▸ **Problem description**: If a line below contains "roads", count it; then state how many such lines there are, and nothing else.
+--
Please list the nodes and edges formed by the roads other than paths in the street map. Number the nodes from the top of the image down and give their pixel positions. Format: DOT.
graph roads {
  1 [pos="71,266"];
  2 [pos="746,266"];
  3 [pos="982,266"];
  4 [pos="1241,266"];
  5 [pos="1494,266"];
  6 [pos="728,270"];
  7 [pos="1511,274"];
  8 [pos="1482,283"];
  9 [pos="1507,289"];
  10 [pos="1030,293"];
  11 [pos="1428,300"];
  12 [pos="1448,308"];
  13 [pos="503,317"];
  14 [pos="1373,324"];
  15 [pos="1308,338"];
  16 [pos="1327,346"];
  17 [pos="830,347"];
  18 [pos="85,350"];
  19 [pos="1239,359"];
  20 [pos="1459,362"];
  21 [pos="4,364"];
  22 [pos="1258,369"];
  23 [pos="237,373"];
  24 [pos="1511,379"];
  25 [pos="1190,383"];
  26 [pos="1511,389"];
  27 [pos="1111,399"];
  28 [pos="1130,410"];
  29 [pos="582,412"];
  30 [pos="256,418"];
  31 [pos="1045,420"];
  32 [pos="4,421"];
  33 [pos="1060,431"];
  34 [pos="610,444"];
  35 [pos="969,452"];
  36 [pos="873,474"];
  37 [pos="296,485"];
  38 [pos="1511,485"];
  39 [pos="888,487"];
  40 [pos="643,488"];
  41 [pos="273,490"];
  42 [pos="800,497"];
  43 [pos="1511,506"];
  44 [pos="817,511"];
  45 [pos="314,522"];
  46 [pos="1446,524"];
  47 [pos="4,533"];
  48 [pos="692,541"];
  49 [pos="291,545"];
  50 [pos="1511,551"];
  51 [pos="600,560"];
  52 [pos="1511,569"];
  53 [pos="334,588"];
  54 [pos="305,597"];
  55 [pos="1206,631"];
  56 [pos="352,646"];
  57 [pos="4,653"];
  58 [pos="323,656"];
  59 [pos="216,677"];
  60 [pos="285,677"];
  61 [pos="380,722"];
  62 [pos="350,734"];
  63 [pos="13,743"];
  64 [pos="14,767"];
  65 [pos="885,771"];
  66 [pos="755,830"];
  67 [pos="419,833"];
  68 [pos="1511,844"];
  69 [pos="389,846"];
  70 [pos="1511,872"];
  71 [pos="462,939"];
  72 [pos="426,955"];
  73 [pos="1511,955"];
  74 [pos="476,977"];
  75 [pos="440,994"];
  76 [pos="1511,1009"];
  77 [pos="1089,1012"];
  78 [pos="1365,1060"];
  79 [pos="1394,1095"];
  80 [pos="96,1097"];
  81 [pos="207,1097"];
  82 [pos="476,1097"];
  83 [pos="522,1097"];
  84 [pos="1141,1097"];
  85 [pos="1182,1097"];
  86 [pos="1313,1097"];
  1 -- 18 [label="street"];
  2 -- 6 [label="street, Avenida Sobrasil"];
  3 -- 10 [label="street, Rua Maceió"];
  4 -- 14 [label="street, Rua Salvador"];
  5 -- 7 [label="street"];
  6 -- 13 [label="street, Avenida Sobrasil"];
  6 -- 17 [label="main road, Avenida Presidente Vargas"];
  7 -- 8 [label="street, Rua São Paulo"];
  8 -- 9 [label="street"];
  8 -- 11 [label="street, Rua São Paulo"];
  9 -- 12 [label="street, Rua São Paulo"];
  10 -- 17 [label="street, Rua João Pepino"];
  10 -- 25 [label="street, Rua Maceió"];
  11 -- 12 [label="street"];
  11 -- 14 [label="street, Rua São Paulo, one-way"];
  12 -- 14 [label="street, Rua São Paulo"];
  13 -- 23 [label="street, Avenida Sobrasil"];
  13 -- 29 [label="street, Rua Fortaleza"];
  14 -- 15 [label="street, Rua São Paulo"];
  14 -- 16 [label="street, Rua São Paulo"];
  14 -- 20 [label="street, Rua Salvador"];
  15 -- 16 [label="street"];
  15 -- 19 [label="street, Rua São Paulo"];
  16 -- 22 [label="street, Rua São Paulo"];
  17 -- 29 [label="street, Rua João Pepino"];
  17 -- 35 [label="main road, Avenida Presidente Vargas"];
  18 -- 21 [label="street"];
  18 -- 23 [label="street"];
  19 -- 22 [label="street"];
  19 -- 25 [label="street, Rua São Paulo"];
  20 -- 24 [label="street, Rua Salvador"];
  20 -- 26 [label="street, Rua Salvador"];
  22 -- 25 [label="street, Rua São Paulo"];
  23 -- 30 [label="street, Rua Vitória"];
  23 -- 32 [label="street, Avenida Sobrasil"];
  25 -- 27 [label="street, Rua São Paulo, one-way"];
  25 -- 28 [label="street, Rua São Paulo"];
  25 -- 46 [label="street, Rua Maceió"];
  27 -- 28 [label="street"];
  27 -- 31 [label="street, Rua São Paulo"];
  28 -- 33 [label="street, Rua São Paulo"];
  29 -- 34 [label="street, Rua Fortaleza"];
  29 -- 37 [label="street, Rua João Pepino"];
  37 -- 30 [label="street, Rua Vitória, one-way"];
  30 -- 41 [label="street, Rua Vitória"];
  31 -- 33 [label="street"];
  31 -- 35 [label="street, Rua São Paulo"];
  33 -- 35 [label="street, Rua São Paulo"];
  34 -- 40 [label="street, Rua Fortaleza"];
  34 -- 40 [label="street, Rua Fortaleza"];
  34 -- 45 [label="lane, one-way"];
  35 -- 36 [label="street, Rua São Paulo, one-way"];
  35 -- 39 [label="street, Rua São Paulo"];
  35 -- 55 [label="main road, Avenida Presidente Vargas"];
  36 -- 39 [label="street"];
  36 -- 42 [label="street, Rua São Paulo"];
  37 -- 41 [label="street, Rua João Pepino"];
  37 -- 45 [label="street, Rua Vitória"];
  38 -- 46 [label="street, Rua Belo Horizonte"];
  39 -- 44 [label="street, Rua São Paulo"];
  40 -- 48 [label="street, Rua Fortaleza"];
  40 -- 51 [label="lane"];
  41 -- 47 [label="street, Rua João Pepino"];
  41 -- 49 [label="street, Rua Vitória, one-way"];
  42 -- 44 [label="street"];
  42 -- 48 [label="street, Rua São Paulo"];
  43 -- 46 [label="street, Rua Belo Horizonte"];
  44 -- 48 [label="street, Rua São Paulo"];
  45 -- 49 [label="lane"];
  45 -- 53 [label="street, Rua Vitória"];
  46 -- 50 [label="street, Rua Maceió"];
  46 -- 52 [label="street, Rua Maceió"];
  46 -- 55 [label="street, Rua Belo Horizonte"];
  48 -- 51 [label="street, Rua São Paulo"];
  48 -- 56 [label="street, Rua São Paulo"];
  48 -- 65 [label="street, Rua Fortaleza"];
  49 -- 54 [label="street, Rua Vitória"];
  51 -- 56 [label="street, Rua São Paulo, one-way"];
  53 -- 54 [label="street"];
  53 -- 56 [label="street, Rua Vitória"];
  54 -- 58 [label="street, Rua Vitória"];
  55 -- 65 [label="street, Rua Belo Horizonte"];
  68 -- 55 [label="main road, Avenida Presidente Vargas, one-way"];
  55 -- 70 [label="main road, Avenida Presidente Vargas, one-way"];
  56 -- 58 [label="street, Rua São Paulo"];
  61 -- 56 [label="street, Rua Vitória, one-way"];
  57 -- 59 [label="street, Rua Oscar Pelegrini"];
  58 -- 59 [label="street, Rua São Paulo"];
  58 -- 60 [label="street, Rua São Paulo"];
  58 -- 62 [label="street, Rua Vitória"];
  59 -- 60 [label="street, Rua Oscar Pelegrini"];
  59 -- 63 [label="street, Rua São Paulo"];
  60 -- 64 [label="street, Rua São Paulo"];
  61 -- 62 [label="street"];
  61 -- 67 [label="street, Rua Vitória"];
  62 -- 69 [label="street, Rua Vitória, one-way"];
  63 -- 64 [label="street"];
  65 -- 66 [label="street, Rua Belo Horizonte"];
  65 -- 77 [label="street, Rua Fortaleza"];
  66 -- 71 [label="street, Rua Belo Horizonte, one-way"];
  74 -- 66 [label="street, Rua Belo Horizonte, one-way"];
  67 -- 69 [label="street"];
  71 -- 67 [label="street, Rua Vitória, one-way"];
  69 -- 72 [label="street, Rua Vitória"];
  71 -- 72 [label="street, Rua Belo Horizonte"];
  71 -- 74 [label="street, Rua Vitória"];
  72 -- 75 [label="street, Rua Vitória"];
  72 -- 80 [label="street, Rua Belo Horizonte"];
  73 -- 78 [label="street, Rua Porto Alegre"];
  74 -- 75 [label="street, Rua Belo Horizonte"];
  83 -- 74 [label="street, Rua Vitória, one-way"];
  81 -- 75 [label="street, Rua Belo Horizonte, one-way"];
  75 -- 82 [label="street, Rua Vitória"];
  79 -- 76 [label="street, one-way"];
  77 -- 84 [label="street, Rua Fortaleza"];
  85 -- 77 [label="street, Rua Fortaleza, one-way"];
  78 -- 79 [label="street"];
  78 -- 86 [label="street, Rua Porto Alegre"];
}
+--
▸ **Output for this task**: 2